We’re talking, of course, about I Wanna Marry “Harry”.
And though the show, which debuted on Fox on May 20, 2014, didn’t last long—it turns out audiences weren’t too keen on watching women be lied to and the show was yanked from the schedule after just four episodes—it certainly made quite the impression.
While at first glance, the show seemed to resemble a deceptive version of The Bachelor, I Wanna Marry “Harry” actually had more in common with a series that Fox had mounted a decade earlier, 2003’s Joe Millionaire. On that show, a group of single women looking for love were told they were competing for the affection of a millionaire bachelor, when, in actuality, he was merely a working-class construction worker. His true identity wouldn’t be revealed until there was just one woman left, and if she agreed to stay with him despite the ruse, they’d win a million dollars.
While that show seemed to have an experimental quality attached to it—could a love connection overcome a lack of perceived status?—there was no such argument to be made about its faux-aristocratic successor. There was no prize to be won on I Wanna Marry “Harry” if the love connection survived the truth. And what was the winner supposed to learn, exactly, after producers bent over backwards to trick her into thinking she might be falling for one of the world’s most famous princes?

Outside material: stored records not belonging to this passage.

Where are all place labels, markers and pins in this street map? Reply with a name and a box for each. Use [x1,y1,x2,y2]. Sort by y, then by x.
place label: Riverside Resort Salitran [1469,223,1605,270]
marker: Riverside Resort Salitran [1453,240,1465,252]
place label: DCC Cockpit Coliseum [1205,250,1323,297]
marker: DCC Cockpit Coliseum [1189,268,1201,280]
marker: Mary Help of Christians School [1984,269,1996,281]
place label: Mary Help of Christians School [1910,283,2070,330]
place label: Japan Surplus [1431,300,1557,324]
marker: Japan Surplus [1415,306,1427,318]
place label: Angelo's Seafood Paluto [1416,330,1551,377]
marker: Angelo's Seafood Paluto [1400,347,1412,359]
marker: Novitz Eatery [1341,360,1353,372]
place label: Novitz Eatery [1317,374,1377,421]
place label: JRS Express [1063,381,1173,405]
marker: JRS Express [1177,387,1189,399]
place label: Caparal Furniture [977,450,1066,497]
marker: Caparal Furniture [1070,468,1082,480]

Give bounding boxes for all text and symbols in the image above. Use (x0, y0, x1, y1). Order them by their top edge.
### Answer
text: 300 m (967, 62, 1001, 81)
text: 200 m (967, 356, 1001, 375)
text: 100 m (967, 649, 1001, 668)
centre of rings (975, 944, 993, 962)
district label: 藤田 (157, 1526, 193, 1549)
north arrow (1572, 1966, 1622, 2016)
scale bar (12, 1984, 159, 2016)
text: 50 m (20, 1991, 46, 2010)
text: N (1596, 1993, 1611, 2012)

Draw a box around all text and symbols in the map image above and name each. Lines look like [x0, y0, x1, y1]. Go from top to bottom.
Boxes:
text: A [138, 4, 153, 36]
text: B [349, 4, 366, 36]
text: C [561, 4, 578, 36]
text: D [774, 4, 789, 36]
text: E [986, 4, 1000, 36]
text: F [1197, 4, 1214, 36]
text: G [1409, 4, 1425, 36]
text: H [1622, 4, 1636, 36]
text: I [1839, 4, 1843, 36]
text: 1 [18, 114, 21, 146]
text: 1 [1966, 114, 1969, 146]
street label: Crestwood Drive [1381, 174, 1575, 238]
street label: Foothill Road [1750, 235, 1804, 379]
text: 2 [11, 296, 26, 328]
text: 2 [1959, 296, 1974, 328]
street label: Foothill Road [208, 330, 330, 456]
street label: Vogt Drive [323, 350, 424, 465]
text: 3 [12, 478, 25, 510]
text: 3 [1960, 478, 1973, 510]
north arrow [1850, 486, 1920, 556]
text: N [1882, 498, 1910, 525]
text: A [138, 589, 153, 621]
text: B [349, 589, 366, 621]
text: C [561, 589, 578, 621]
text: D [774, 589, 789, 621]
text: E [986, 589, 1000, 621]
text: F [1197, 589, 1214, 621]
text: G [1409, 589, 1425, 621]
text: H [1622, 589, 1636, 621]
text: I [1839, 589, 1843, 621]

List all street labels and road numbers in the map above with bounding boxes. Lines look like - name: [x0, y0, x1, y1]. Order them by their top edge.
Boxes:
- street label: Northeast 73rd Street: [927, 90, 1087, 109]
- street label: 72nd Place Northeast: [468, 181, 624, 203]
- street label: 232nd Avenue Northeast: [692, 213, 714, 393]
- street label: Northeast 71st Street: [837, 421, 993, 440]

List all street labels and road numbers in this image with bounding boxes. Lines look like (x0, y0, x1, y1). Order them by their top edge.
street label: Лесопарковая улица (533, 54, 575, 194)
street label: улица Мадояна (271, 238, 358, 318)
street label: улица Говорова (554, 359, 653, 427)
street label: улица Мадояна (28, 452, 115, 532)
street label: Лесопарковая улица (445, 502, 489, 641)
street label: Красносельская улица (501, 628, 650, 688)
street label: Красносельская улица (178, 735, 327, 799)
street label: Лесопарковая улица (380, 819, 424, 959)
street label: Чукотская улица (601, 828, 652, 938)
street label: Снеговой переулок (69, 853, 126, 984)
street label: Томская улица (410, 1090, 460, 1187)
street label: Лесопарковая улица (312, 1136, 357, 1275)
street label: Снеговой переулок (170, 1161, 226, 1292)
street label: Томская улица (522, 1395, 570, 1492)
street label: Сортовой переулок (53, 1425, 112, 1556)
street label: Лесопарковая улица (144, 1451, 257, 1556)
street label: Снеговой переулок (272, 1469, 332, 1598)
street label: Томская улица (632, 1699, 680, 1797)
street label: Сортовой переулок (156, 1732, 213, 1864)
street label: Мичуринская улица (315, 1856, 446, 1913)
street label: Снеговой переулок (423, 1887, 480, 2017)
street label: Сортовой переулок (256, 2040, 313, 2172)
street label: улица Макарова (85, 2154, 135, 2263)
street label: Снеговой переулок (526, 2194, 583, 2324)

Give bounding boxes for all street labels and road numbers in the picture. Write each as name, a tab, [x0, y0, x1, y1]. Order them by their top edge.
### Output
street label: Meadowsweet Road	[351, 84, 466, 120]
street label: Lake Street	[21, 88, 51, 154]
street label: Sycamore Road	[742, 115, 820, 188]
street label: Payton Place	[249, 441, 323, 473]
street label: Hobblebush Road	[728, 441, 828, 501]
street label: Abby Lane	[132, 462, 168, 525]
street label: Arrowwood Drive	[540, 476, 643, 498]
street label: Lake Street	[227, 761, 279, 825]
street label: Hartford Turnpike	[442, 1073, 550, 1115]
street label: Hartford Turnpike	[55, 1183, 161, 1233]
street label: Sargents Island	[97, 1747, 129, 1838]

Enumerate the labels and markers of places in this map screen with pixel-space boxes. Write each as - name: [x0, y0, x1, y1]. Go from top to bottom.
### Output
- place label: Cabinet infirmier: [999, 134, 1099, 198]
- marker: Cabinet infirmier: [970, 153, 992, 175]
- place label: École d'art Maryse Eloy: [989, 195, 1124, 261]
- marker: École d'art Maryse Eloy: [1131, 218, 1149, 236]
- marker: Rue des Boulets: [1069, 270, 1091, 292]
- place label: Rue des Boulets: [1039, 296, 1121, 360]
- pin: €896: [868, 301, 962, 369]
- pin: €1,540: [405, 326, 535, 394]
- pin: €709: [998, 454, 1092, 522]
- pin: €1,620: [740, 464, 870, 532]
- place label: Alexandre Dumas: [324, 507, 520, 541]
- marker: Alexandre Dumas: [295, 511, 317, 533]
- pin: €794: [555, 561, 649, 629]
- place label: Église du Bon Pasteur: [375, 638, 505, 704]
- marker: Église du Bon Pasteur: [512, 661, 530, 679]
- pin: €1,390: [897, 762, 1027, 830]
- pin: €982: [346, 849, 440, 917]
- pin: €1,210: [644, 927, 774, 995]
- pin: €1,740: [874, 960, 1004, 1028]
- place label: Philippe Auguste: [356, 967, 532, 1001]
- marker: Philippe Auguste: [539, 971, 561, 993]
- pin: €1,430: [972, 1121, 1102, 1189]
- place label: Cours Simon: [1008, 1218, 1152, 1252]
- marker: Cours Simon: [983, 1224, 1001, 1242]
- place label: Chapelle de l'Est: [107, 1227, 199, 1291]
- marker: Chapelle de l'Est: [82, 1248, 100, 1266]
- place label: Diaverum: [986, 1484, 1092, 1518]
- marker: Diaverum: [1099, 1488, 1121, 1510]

Was love even the point here? Or just watching hapless women make fools of themselves?
Because, to be clear, the man tasked with being the face of the ruse wasn’t exactly cast due to his desire to find love.
Matt Hicks was working for an environmental consultancy firm when he landed the gig, having performed a few “small ‘Harry’ jobs” prior to this one, as he told Variety in 2014. Producers found him through a Prince Harry lookalike website. He was one of over 100 lookalikes producers interviewed for the job.
As he told the trade publication, throughout his interview process and even upon being offered the job, he’d only been told that the show involved royal lookalikes. ”On the fourth or fifth interview they were like ‘Great, so you’ve got the job,’ and then they told me the premise of the show and I was like ‘Say what?’ he told Variety, adding that the idea sounded “absolutely ridiculous.”
With a week to go before meeting the contestants, he was put through a crash course in becoming Harry. ”They put me through learning everything there was to know about him, from his schooling, his history, his military career, his friends, where he hangs out in London, previous scandals, ex-girlfriends,” he told Variety. “I just had to do a lot of research and find out everything about him so when I was in date situations and these girls asked me questions I had something to fall back on.” He was also giving intensive training on activities a royal such as Harry would be intimately familiar with, such as horseback riding, fencing, etiquette, ballroom dancing, clay pigeon shooting and fly fishing.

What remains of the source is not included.